Marian Anderson, like Flagstad, sings it in the original German. I thought it was the most devout-sounding, but that’s just an impression. Gorgeous singing. 

They should’ve just let John MacCormack sing without the soupy arrangement- there’s not enough of his singing. We don’t need the pseudo-romantic stuff! At first I thought he was singing Celtic, but realized it was actually English!


----------



## Seattleoperafan (Mar 24, 2013)

MAS said:


> I like them all. Flagstad's was the most flowing to my ears. Calm, sure singing. I don't like the way she pronounces Marrria, but that's it!
> 
> Ponselle, it seems, is being very careful and makes odd slowdowns (is that in the score?) at the end of phrases. The voice is very beautiful. This is the most familiar to me, since it's in Latin, music of my childhood. The violin interjections were most annoying, spoiling the simplicity of the piece.
> 
> ...


I love the "makes odd slowdowns (is that in the score?) at the end of phrases" that Ponselle makes, which feel like emotional interpretations of the music to me. My music buddy Ellen thinks it a very old world Catholic feeling interpretation. This is one of those contests I have trouble picking a winner. My favorite arrangement of this by far is the one by Barbra Streisand, which is gloriously beautiful. She sings with herself and with a choir. I think Streisand's is by far the best pop version and she recorded it in her 60's still in a timeless gorgeous voice.


----------



## Woodduck (Mar 17, 2014)

Considering only the vocal performances - which is what we're doing, I suppose - I prefer Ponselle. She brings the most variety, of both dynamics and tempo, to a song I wish had only two verses rather than three. Flagstad pours forth the majestic tone of her maturity (about age 60, I believe) to lovely effect, if in a slightly sentimental style with lots of her characteristic portamenti. She's slightly under pitch on a few notes, but it's fleeting. Anderson is very straightforward and reverent. McCormack sings in his precise Irish English and I can't understand most of it, which is fine because I sense that the translation is archaic and stilted. His accompaniment is pure MGM, but no worse than the appalling violin obbligato inflicted on Ponselle. What's with these people? Maybe three verses was too much for them too.

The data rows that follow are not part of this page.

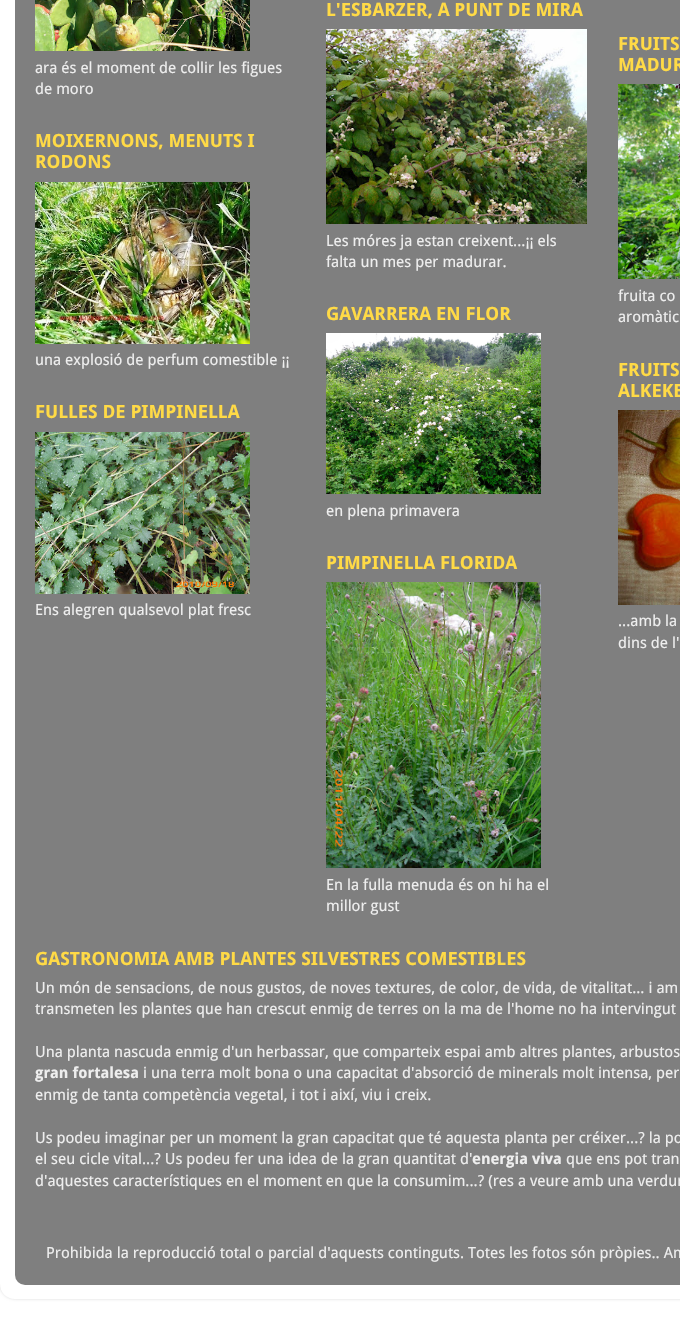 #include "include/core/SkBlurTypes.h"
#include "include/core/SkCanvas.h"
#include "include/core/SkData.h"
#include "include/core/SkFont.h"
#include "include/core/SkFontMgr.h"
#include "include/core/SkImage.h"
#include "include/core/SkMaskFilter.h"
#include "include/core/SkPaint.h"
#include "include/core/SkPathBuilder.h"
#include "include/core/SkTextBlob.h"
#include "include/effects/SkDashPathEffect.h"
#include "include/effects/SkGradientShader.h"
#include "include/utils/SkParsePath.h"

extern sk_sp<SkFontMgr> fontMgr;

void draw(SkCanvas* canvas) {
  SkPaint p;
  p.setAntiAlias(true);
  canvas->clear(SK_ColorWHITE);
  canvas->save();
  canvas->clipPath(SkPathBuilder(SkPathFillType::kEvenOdd).moveTo(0, 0).lineTo(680, 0).lineTo(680, 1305).lineTo(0, 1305).close().moveTo(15, -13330).lineTo(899, -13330).cubicTo(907.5f, -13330, 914, -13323.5f, 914, -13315).lineTo(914, 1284).cubicTo(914, 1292.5f, 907.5f, 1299, 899, 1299).lineTo(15, 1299).cubicTo(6.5f, 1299, 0, 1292.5f, 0, 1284).lineTo(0, -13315).cubicTo(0, -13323.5f, 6.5f, -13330, 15, -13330).close().detach(), true);
  p.setColor(SkColorSetARGB(38, 0, 0, 0));
  p.setMaskFilter(SkMaskFilter::MakeBlur(kNormal_SkBlurStyle, 1.5f));
  canvas->drawRoundRect(SkRect::MakeLTRB(0, -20, 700, 1299), 15, 15, p);
  p.setMaskFilter(nullptr);
  canvas->restore();
  canvas->drawImageRect(SkImages::DeferredFromEncodedData(SkData::MakeFromFileName("images/1.png")), SkRect::MakeLTRB(15, 0, 680, 1285), SkSamplingOptions());
  canvas->drawImageRect(SkImages::DeferredFromEncodedData(SkData::MakeFromFileName("images/2.png")), SkRect::MakeLTRB(35, 0, 250, 51), SkSamplingOptions());
  canvas->drawImageRect(SkImages::DeferredFromEncodedData(SkData::MakeFromFileName("images/3.png")), SkRect::MakeLTRB(35, 182, 250, 344), SkSamplingOptions());
  canvas->drawImageRect(SkImages::DeferredFromEncodedData(SkData::MakeFromFileName("images/4.png")), SkRect::MakeLTRB(35, 432, 250, 594), SkSamplingOptions());
  canvas->drawImageRect(SkImages::DeferredFromEncodedData(SkData::MakeFromFileName("images/5.png")), SkRect::MakeLTRB(326, 29, 587, 224), SkSamplingOptions());
  canvas->drawImageRect(SkImages::DeferredFromEncodedData(SkData::MakeFromFileName("images/6.png")), SkRect::MakeLTRB(326, 333, 541, 494), SkSamplingOptions());
  canvas->drawImageRect(SkImages::DeferredFromEncodedData(SkData::MakeFromFileName("images/7.png")), SkRect::MakeLTRB(326, 582, 541, 868), SkSamplingOptions());
  canvas->drawImageRect(SkImages::DeferredFromEncodedData(SkData::MakeFromFileName("images/8.png")), SkRect::MakeLTRB(618, 84, 680, 279), SkSamplingOptions());
  canvas->drawImageRect(SkImages::DeferredFromEncodedData(SkData::MakeFromFileName("images/9.png")), SkRect::MakeLTRB(618, 410, 680, 605), SkSamplingOptions());
  SkFont font1(fontMgr->matchFamilyStyle("Droid Sans", SkFontStyle::Normal()), 15.3f);
  font1.setSubpixel(true);
  p.setColor(SkColorSetRGB(238, 238, 238));
  canvas->drawString("ara és el moment de collir les figues", 35, 73, font1, p);
  canvas->drawString("de moro", 35, 94, font1, p);
  SkFont font2(fontMgr->matchFamilyStyle("Droid Sans", SkFontStyle::Bold()), 18.35f);
  font2.setSubpixel(true);
  p.setColor(SkColorSetRGB(255, 218, 70));
  canvas->drawString("MOIXERNONS, MENUTS I", 35, 147, font2, p);
  canvas->drawString("RODONS", 35, 168, font2, p);
  p.setColor(SkColorSetRGB(238, 238, 238));
  canvas->drawString("una explosió de perfum comestible ¡¡", 35, 365, font1, p);
  p.setColor(SkColorSetRGB(255, 218, 70));
  canvas->drawString("FULLES DE PIMPINELLA", 35, 418, font2, p);
  p.setColor(SkColorSetRGB(238, 238, 238));
  canvas->drawString("Ens alegren qualsevol plat fresc", 35, 615, font1, p);
  p.setColor(SkColorSetRGB(255, 218, 70));
  canvas->drawString("L'ESBARZER, A PUNT DE MIRA", 326, 16, font2, p);
  p.setColor(SkColorSetRGB(238, 238, 238));
  canvas->drawString("Les móres ja estan creixent...¡¡ els", 326, 246, font1, p);
  canvas->drawString("falta un mes per madurar.", 326, 267, font1, p);
  p.setColor(SkColorSetRGB(255, 218, 70));
  canvas->drawString("GAVARRERA EN FLOR", 326, 320, font2, p);
  p.setColor(SkColorSetRGB(238, 238, 238));
  canvas->drawString("en plena primavera", 326, 516, font1, p);
  p.setColor(SkColorSetRGB(255, 218, 70));
  canvas->drawString("PIMPINELLA FLORIDA", 326, 569, font2, p);
  p.setColor(SkColorSetRGB(238, 238, 238));
  canvas->drawString("En la fulla menuda és on hi ha el", 326, 890, font1, p);
  canvas->drawString("millor gust", 326, 911, font1, p);
  p.setColor(SkColorSetRGB(255, 218, 70));
  canvas->drawString("FRUITS", 618, 50, font2, p);
  canvas->drawString("MADUR", 618, 71, font2, p);
  p.setColor(SkColorSetRGB(238, 238, 238));
  canvas->drawString("fruita co", 618, 301, font1, p);
  canvas->drawString("aromàtic", 618, 322, font1, p);
  p.setColor(SkColorSetRGB(255, 218, 70));
  canvas->drawString("FRUITS", 618, 376, font2, p);
  canvas->drawString("ALKEKE", 618, 397, font2, p);
  p.setColor(SkColorSetRGB(238, 238, 238));
  canvas->drawString("...amb la", 618, 626, font1, p);
  canvas->drawString("dins de l'", 618, 648, font1, p);
  p.setColor(SkColorSetRGB(255, 218, 70));
  canvas->drawString("GASTRONOMIA AMB PLANTES SILVESTRES COMESTIBLES", 35, 965, font2, p);
  p.setColor(SkColorSetRGB(238, 238, 238));
  canvas->drawString("Un món de sensacions, de nous gustos, de noves textures, de color, de vida, de vitalitat... i am", 35, 993, font1, p);
  canvas->drawString("transmeten les plantes que han crescut enmig de terres on la ma de l'home no ha intervingut", 35, 1014, font1, p);
  canvas->drawString("Una planta nascuda enmig d'un herbassar, que comparteix espai amb altres plantes, arbustos", 35, 1057, font1, p);
  SkFont font3(fontMgr->matchFamilyStyle("Droid Sans", SkFontStyle::Bold()), 15.3f);
  font3.setSubpixel(true);
  canvas->drawString("gran fortalesa", 35, 1078, font3, p);
  canvas->drawString("i una terra molt bona o una capacitat d'absorció de minerals molt intensa, per", 143, 1078, font1, p);
  canvas->drawString("enmig de tanta competència vegetal, i tot i així, viu i creix.", 35, 1100, font1, p);
  canvas->drawString("Us podeu imaginar per un moment la gran capacitat que té aquesta planta per créixer...? la po", 35, 1143, font1, p);
  canvas->drawString("el seu cicle vital...? Us podeu fer una idea de la gran quantitat d'", 35, 1164, font1, p);
  canvas->drawString("energia viva", 472, 1164, font3, p);
  canvas->drawString("que ens pot tran", 566, 1164, font1, p);
  canvas->drawString("d'aquestes característiques en el moment en que la consumim...? (res a veure amb una verdur", 35, 1186, font1, p);
  canvas->drawString("Prohibida la reproducció total o parcial d'aquests continguts. Totes les fotos són pròpies.. Am", 46, 1258, font1, p);
}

I do think the song would benefit from a slightly faster tempo, and indeed it does in my own favorite recording, Elisabeth Schumann's. Hers is provided with some soft chords played on strings, but at least they're Schubert's harmonies and not annoying non-Schubertian countermelodies:


----------



## Tsaraslondon (Nov 7, 2013)

Difficult to make a choice between these different styles and arrangements. Flagstad sings with straightforward piano accompaniment, but the glorious Rolls-Royce voice has perceptibly begun to age. Intonation is occasionally suspect too. Ponselle sings beautifully and senisitvely, but she has to put up with that awful violin obbligato. Anderson sings simply and devoutly, but she sounds as if she is singing in the middle of an empty aircraft hanger. McCormack has to contend with a rather awful Hollywood arrangement.

I think I liked Anderson's version best. I have a feeling the reverberance was added later. Her version would have sounded much better without it.


----------



## Tsaraslondon (Nov 7, 2013)

Seattleoperafan said:


> I love the "makes odd slowdowns (is that in the score?) at the end of phrases" that Ponselle makes, which feel like emotional interpretations of the music to me. My music buddy Ellen thinks it a very old world Catholic feeling interpretation. This is one of those contests I have trouble picking a winner. My favorite arrangement of this by far is the one by Barbra Streisand, which is gloriously beautiful. She sings with herself and with a choir. I think Streisand's is by far the best pop version and she recorded it in her 60's still in a timeless gorgeous voice.


Well if you're going to go all Hollywood, then I guess this is the way to do it. Actually Streisand's first Christmas album is one of my favourite Christmas delights. I love her madcap rendition of _Jingle Bells_ too.


----------



## Seattleoperafan (Mar 24, 2013)

Tsaraslondon said:


> Well if you're going to go all Hollywood, then I guess this is the way to do it. Actually Streisand's first Christmas album is one of my favourite Christmas delights. I love her madcap rendition of _Jingle Bells_ too.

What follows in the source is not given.